Broker Fees Are Focus of Latest Bill
to Revamp Health Law
A bipartisan group of House members wants to alter a new consumer protection in the
health care law, and their proposal is getting strong support from the president-elect
of the National Association of Insurance Commissioners, who is advocating for the
change at the group's national meeting this weekend. However, the bill faces an
uncertain future because it is already running into strong resistance from Senate Democrats.
The measure (HR 1206), from Michigan Republican Mike Rogers and Georgia Democrat
John Barrow, would exempt fees charged by health insurance brokers from being classified
as administrative costs under the law's new medical loss ratio regulations. The regulations
require insurers to spend at least 80 percent of subscribers' premium dollars on medical
care, rather than on administrative costs such as executive salaries, overhead,
marketing and profits.
Brokers, however, complain that insurance companies are cutting their commissions as
a way to trim administrative costs. Although the bill boasts bipartisan sponsorship,
all four of the Democratic cosponsors voted against passage of the health care law
(PL 111-148, PL 111-152) last year. Still, the proposal is one of the few areas where
members of both parties are finding common ground to change the law, rather than
fighting over its repeal.
The measure has earned praise from Energy and Commerce Chairman Fred Upton, R-Mich.,
and aides said they were optimistic that a hearing on the bill would be scheduled soon.

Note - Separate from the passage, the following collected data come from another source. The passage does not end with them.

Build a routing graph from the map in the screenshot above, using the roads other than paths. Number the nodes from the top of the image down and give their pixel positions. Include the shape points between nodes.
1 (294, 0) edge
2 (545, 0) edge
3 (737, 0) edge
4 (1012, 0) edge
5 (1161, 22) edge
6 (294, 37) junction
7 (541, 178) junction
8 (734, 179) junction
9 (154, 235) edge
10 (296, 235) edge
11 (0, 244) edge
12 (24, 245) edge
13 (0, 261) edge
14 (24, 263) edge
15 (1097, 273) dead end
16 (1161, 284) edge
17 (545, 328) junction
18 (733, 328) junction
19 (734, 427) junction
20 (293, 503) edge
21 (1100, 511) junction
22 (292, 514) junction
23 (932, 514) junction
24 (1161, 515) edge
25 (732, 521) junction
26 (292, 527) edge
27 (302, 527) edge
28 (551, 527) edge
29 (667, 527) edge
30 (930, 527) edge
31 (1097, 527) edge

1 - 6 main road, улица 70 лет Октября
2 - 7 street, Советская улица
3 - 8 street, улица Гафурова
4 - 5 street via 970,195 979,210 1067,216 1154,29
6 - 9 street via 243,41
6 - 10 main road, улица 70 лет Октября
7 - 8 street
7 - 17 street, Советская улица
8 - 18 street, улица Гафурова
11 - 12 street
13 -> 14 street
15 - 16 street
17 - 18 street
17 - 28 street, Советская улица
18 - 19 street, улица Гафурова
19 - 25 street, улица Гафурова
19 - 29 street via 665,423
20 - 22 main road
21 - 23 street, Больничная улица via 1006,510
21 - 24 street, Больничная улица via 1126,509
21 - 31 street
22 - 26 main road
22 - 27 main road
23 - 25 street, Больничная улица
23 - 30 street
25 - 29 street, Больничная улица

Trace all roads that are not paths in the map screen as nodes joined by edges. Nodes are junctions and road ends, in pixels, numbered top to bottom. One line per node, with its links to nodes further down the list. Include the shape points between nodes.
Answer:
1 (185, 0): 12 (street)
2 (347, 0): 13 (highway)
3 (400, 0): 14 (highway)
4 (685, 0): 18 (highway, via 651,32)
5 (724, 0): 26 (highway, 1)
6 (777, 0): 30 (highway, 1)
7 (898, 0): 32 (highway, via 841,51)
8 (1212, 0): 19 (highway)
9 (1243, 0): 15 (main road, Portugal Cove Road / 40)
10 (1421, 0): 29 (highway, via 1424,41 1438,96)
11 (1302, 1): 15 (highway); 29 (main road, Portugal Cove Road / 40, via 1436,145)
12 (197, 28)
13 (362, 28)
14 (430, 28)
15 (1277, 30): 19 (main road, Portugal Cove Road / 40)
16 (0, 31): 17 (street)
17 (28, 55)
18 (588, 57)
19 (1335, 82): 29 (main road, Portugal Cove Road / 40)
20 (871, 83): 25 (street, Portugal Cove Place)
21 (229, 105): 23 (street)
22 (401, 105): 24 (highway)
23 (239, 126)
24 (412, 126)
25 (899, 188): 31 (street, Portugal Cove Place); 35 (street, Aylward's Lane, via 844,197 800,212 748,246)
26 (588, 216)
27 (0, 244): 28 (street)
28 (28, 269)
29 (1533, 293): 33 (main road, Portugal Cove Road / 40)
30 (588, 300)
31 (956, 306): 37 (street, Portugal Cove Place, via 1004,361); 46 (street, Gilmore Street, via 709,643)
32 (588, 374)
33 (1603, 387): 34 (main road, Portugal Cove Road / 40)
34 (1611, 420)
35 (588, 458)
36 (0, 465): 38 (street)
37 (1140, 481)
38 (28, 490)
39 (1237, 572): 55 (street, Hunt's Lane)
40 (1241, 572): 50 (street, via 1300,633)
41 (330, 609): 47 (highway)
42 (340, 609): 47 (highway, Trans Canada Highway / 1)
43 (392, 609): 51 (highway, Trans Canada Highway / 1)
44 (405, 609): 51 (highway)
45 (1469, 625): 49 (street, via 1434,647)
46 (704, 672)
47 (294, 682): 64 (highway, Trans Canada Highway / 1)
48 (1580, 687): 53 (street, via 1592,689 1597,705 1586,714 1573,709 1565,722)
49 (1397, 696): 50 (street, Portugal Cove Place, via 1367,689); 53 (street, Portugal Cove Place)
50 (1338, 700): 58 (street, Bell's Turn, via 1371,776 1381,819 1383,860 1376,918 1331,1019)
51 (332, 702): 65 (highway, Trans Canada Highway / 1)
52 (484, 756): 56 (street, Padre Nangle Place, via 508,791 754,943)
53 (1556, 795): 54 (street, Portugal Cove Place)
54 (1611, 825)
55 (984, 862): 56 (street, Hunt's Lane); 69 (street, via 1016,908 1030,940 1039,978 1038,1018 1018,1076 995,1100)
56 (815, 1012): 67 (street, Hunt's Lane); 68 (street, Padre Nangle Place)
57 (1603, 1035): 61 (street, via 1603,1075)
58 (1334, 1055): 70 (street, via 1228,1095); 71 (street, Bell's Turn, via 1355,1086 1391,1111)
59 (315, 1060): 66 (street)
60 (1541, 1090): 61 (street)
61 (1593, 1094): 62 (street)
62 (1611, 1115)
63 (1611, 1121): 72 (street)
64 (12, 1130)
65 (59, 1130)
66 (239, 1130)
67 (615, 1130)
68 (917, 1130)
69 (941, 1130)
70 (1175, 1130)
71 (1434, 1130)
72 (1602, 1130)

"These folks can help explain to consumers the many changes taking place in the
health care world over the next few years, and so it's important that our insurance
agents are not hampered by provisions in the new health care law," said Barrow.
"This is another critical improvement that needs to be made to the health care law."
The measure also stands to gain a boost this weekend when the National Association
of Insurance Commissioners (NAIC) meets to discuss the issue at its national meeting
in Austin, Texas. Florida Insurance Commissioner Kevin McCarty, president-elect
of the NAIC, is circulating a draft letter that asks Health and Human Services
Secretary Kathleen Sebelius to delay implementing the part of the medical loss
ratio regulation that classifies agents. and brokers. fees as administrative expenses.
The delay would give Congress time to choose whether to act on the legislation, and
"the markets would have the ability to sort out this thorny issue over time as they
adjust to the new realities of health insurance in 2014," the draft letter says.
McCarty and the National Association of Health Underwriters, which represents agents
and brokers, have been urging the NAIC to reverse its position and not count brokers'
fees as administrative expenses.
Those advocating for the change say the regulation is forcing insurers to slash sales
commissions, resulting in job losses for agents and brokers. If insurers do not meet the
law's standards for premiums spent on medical care — 80 percent for individual
policies and 85 percent for big groups — they must issue rebate checks to consumers
the next year.
But Senate Democrats who fought for tough medical loss ratio regulations say the
modification would weaken one of the main consumer protections in the law.
Sen. Al Franken, D-Minn., wrote to several Senate committee leaders Wednesday asking them
to oppose any companion legislation in the Senate. No such bill has been introduced yet,
although a House aide said some senators had indicated interest in the legislation.
Franken said the Rogers bill "would undermine the integrity of the [medical loss ratio]
provision by allowing money that should be spent on health care costs to be spent on
commissions for insurance agents and brokers."
"Such legislation could jeopardize one of the best cost-containment provisions
passed by Congress," Franken said in the March 23 letter to the chairmen and ranking
members of the Health, Education, Labor and Pensions Committee and the
Sen. John D. Rockefeller IV, D-W.Va., also asked the NAIC to maintain its position on
broker fees, saying the issue had already been resolved. He noted that agent and broker
commission payments are among the largest administrative expenses for insurers and
have risen rapidly in recent years.
The change would "allow the health insurance industry to retain a large portion of the
billion or more dollars in premium cuts and rebates that the current law requires it to
share with American consumers in early 2012," Rockefeller wrote in a letter to NAIC
President Susan E. Voss earlier this month.
If it does reverse its stance on the brokers. fees, the NAIC would join the agents' group
and insurer groups in supporting the Rogers measure.
"The current [medical loss ratio] regulation threatens to disrupt the coverage that many
individual and small-group customers have today as well as threaten consumers' and
small employers' access to the guidance of a trusted and experienced health benefits
adviser," said America's Health Insurance Plans spokesman Robert Zirkelbach.